Show every line of the data below that includes the word "العبيلة".

**** Given information

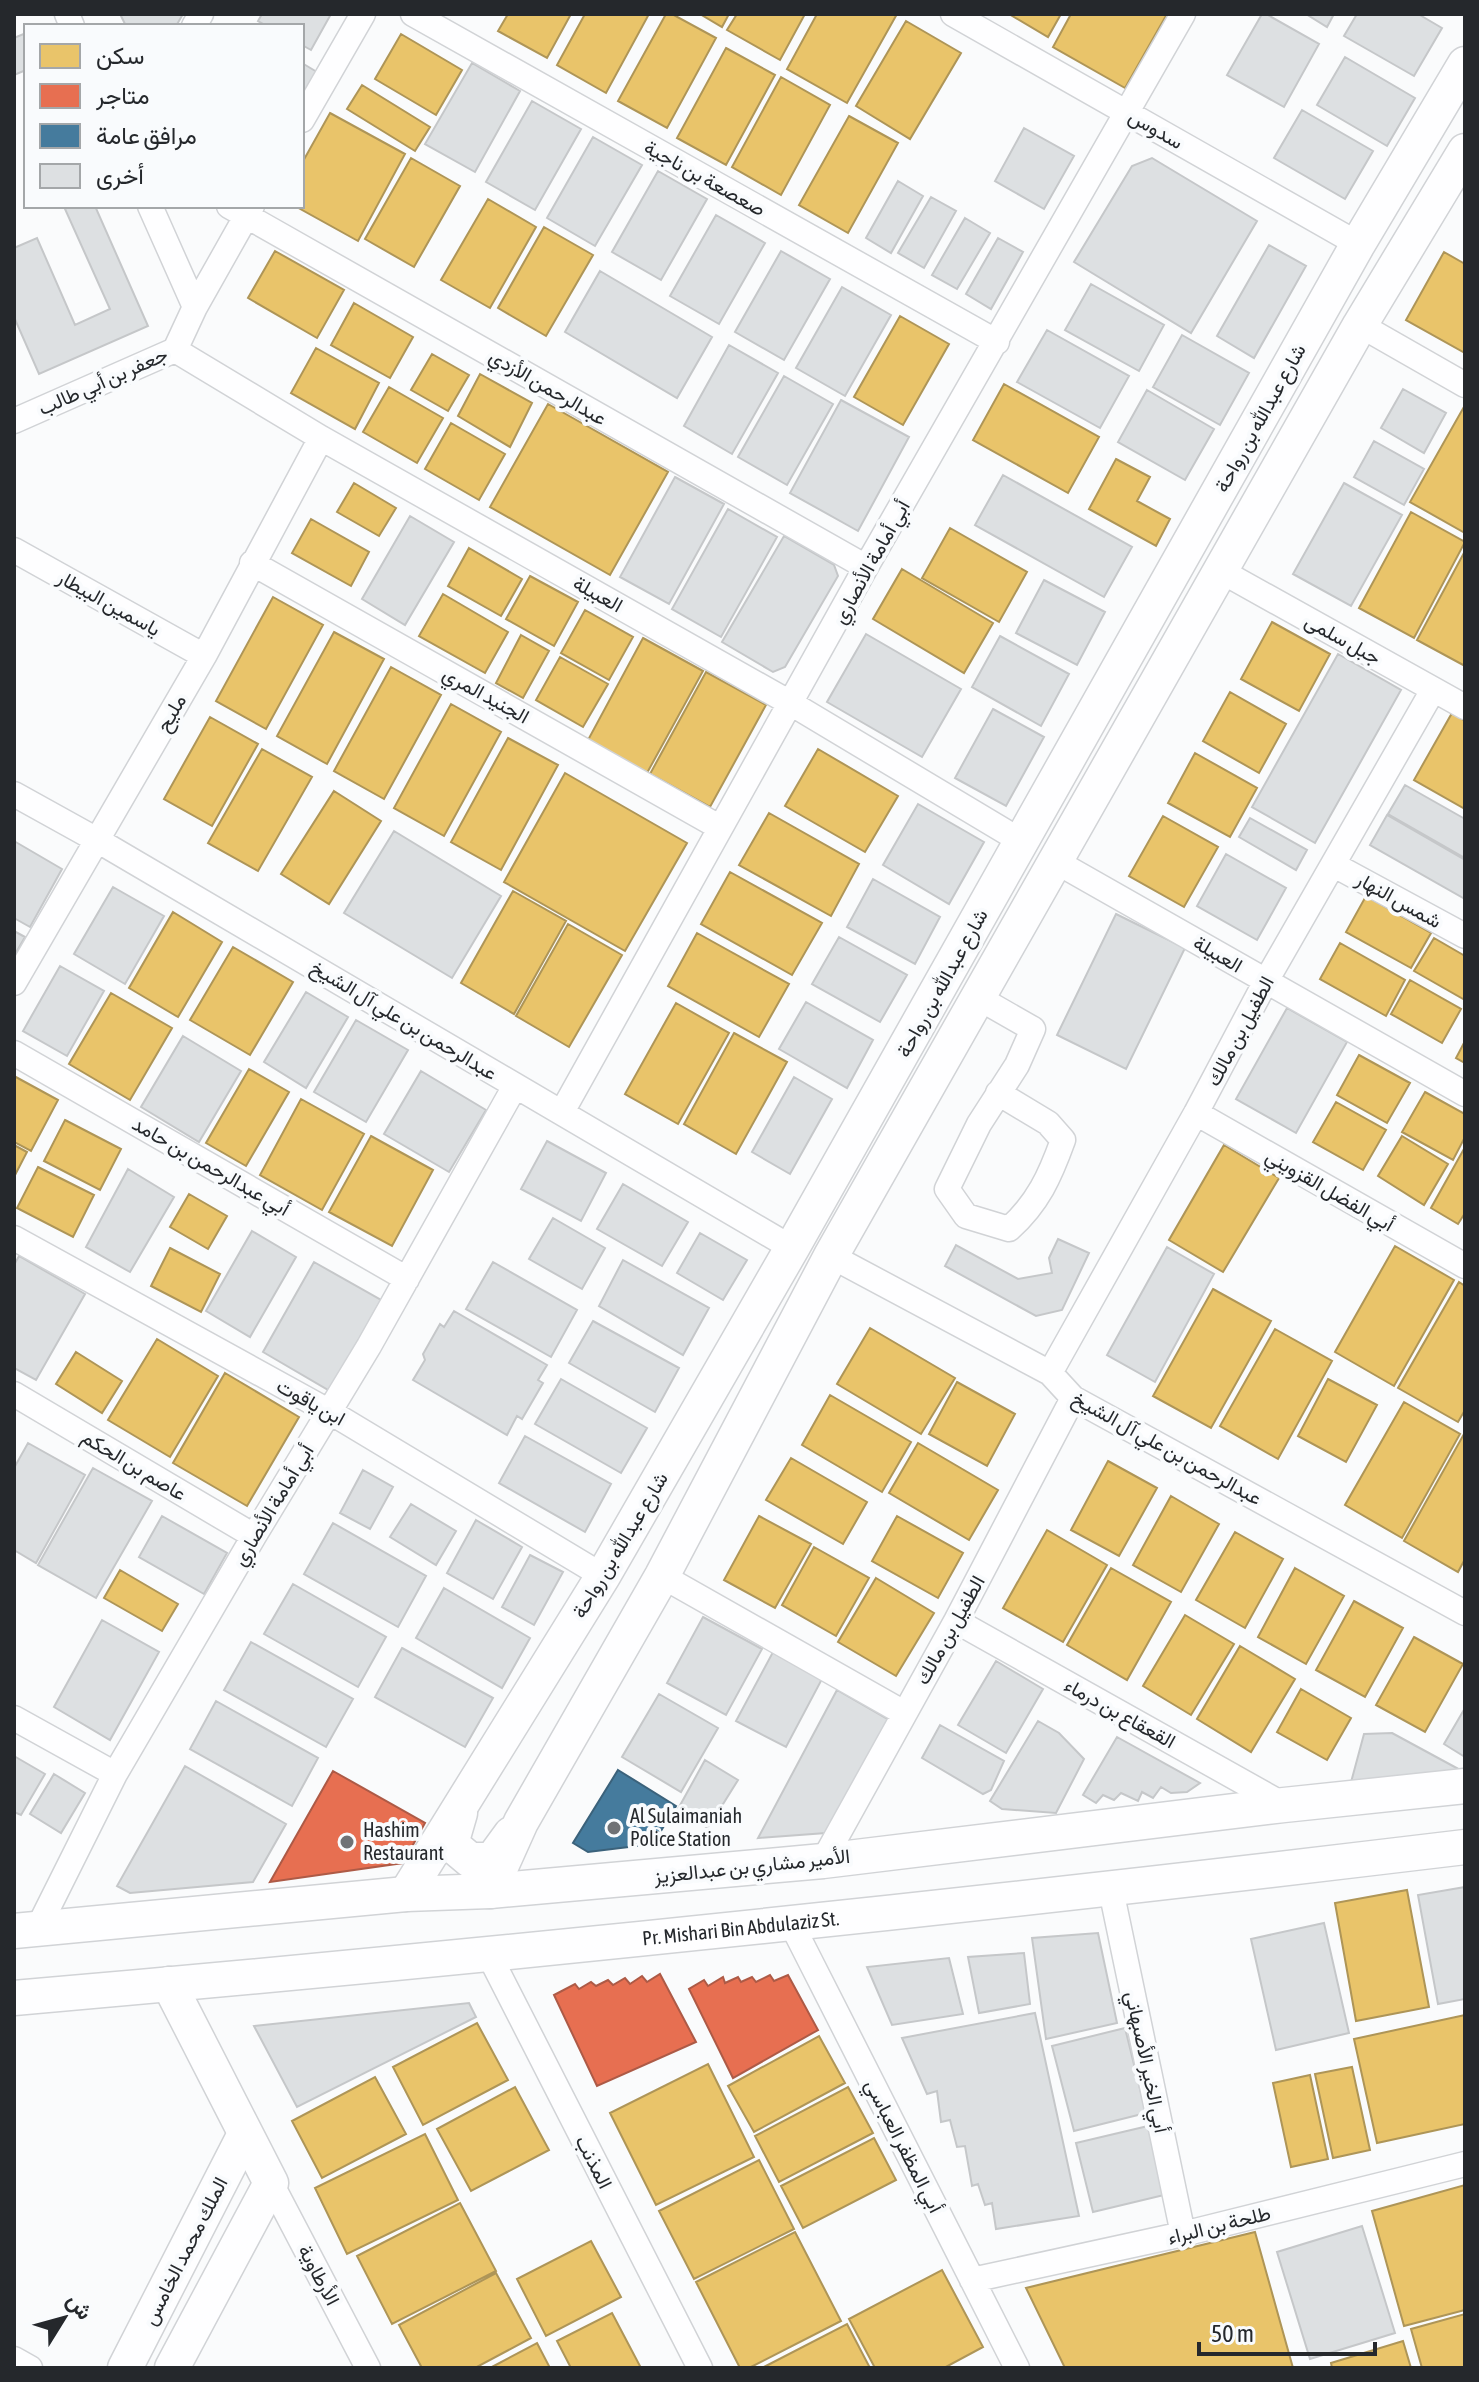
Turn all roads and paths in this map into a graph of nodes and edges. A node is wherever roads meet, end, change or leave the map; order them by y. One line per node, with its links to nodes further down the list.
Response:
1 (363, 14): 7 (street)
2 (413, 14): 14 (street, صعصعة بن ناجية)
3 (953, 14): 6 (street, سدوس)
4 (1183, 14): 6 (street, أبي أمامة الأنصاري)
5 (1465, 64): 11 (street, شارع عبدالله بن رواحة)
6 (1128, 113): 11 (street, سدوس); 14 (street, أبي أمامة الأنصاري)
7 (304, 117)
8 (1465, 151): 13 (street, شارع عبدالله بن رواحة)
9 (151, 208): 12 (street)
10 (243, 209): 12 (street, جعفر بن أبي طالب); 21 (street, عبدالرحمن الأزدي)
11 (1358, 244): 30 (street, شارع عبدالله بن رواحة)
12 (195, 307): 15 (street, جعفر بن أبي طالب)
13 (1360, 325): 16 (street); 22 (street, شارع عبدالله بن رواحة)
14 (997, 342): 21 (street, أبي أمامة الأنصاري)
15 (175, 350): 17 (street, جعفر بن أبي طالب); 18 (street, العبيلة)
16 (1465, 385)
17 (14, 421)
18 (321, 438): 20 (street, مليح); 25 (street, العبيلة)
19 (14, 550): 23 (street, ياسمين البيطار)
20 (252, 563): 23 (street, مليح); 28 (street, الجنيد المري)
21 (866, 567): 25 (street, أبي أمامة الأنصاري)
22 (1221, 571): 24 (street, جبل سلمى); 31 (street, شارع عبدالله بن رواحة)
23 (204, 656): 29 (street, مليح)
24 (1433, 690): 26 (street, جبل سلمى); 32 (street, الطفيل بن مالك)
25 (792, 704): 28 (street, أبي أمامة الأنصاري); 30 (street, العبيلة)
26 (1465, 707)
27 (14, 794): 29 (street, عبدالرحمن بن علي آل الشيخ)
28 (719, 827): 41 (street, أبي أمامة الأنصاري)
29 (97, 840): 35 (street, مليح); 38 (street, عبدالرحمن بن علي آل الشيخ)
30 (1021, 841): 44 (street, شارع عبدالله بن رواحة)
31 (1055, 861): 34 (street, العبيلة); 36 (street, شارع عبدالله بن رواحة)
32 (1334, 865): 33 (street, شمس النهار); 34 (street, الطفيل بن مالك)
33 (1465, 936)
34 (1266, 981): 40 (street, العبيلة); 42 (street, الطفيل بن مالك)
35 (14, 983)
36 (977, 997): 39 (street); 45 (street, شارع عبدالله بن رواحة)
37 (14, 1053): 47 (street, أبي عبدالرحمن بن حامد)
38 (515, 1086): 41 (street, عبدالرحمن بن علي آل الشيخ); 47 (street, أبي أمامة الأنصاري)
39 (998, 1093): 39 (street)
40 (1465, 1094)
41 (562, 1112): 44 (street, عبدالرحمن بن علي آل الشيخ)
42 (1196, 1113): 46 (street, أبي الفضل القزويني); 48 (street, الطفيل بن مالك)
43 (14, 1238): 51 (street, ابن ياقوت)
44 (792, 1248): 53 (street, شارع عبدالله بن رواحة)
45 (831, 1256): 48 (street, عبدالرحمن بن علي آل الشيخ); 54 (street, شارع عبدالله بن رواحة)
46 (1465, 1266)
47 (407, 1279): 51 (street, أبي أمامة الأنصاري)
48 (1050, 1373): 50 (street, عبدالرحمن بن علي آل الشيخ)
49 (14, 1394): 52 (street, عاصم بن الحكم)
50 (1073, 1398): 55 (street, عبدالرحمن بن علي آل الشيخ); 56 (street, الطفيل بن مالك)
51 (330, 1412): 52 (street, أبي أمامة الأنصاري); 53 (street, ابن ياقوت)
52 (254, 1536): 59 (street, أبي أمامة الأنصاري)
53 (603, 1576): 61 (street, شارع عبدالله بن رواحة)
54 (662, 1576): 57 (street); 63 (street, شارع عبدالله بن رواحة)
55 (1465, 1613)
56 (956, 1621): 57 (street, الطفيل بن مالك); 62 (street, القعقاع بن درماء)
57 (904, 1713): 65 (street, الطفيل بن مالك)
58 (14, 1718): 59 (street)
59 (115, 1774): 70 (street, أبي أمامة الأنصاري)
60 (1465, 1786): 62 (street, الأمير مشاري بن عبدالعزيز)
61 (465, 1798): 63 (street); 68 (street, شارع عبدالله بن رواحة)
62 (1284, 1805): 65 (street, الأمير مشاري بن عبدالعزيز)
63 (521, 1822): 67 (street, شارع عبدالله بن رواحة)
64 (1465, 1847): 66 (street, Pr. Mishari Bin Abdulaziz St.)
65 (823, 1861): 67 (street, الأمير مشاري بن عبدالعزيز)
66 (1111, 1890): 69 (street, Pr. Mishari Bin Abdulaziz St.); 77 (street, أبي الخير الأصبهاني)
67 (490, 1891): 68 (street, الأمير مشاري بن عبدالعزيز)
68 (406, 1894): 70 (street, الأمير مشاري بن عبدالعزيز)
69 (791, 1923): 71 (street, Pr. Mishari Bin Abdulaziz St.); 78 (street, أبي المظفر العباسي)
70 (26, 1930)
71 (489, 1955): 72 (street, Pr. Mishari Bin Abdulaziz St.); 84 (street, المذنب)
72 (169, 1984): 73 (street, Pr. Mishari Bin Abdulaziz St.); 74 (street)
73 (14, 1998)
74 (245, 2134): 76 (street); 81 (street, الملك محمد الخامس)
75 (1465, 2164): 77 (street, طلحة بن البراء)
76 (271, 2183): 82 (street); 83 (street, الأرطاوية)
77 (1183, 2234): 78 (street, طلحة بن البراء)
78 (972, 2280): 85 (street, أبي المظفر العباسي)
79 (14, 2359): 80 (street)
80 (30, 2368)
81 (125, 2368)
82 (172, 2368)
83 (368, 2368)
84 (700, 2368)
85 (1017, 2368)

********

## Solution to the problem
15 (175, 350): 17 (street, جعفر بن أبي طالب); 18 (street, العبيلة)
18 (321, 438): 20 (street, مليح); 25 (street, العبيلة)
25 (792, 704): 28 (street, أبي أمامة الأنصاري); 30 (street, العبيلة)
31 (1055, 861): 34 (street, العبيلة); 36 (street, شارع عبدالله بن رواحة)
34 (1266, 981): 40 (street, العبيلة); 42 (street, الطفيل بن مالك)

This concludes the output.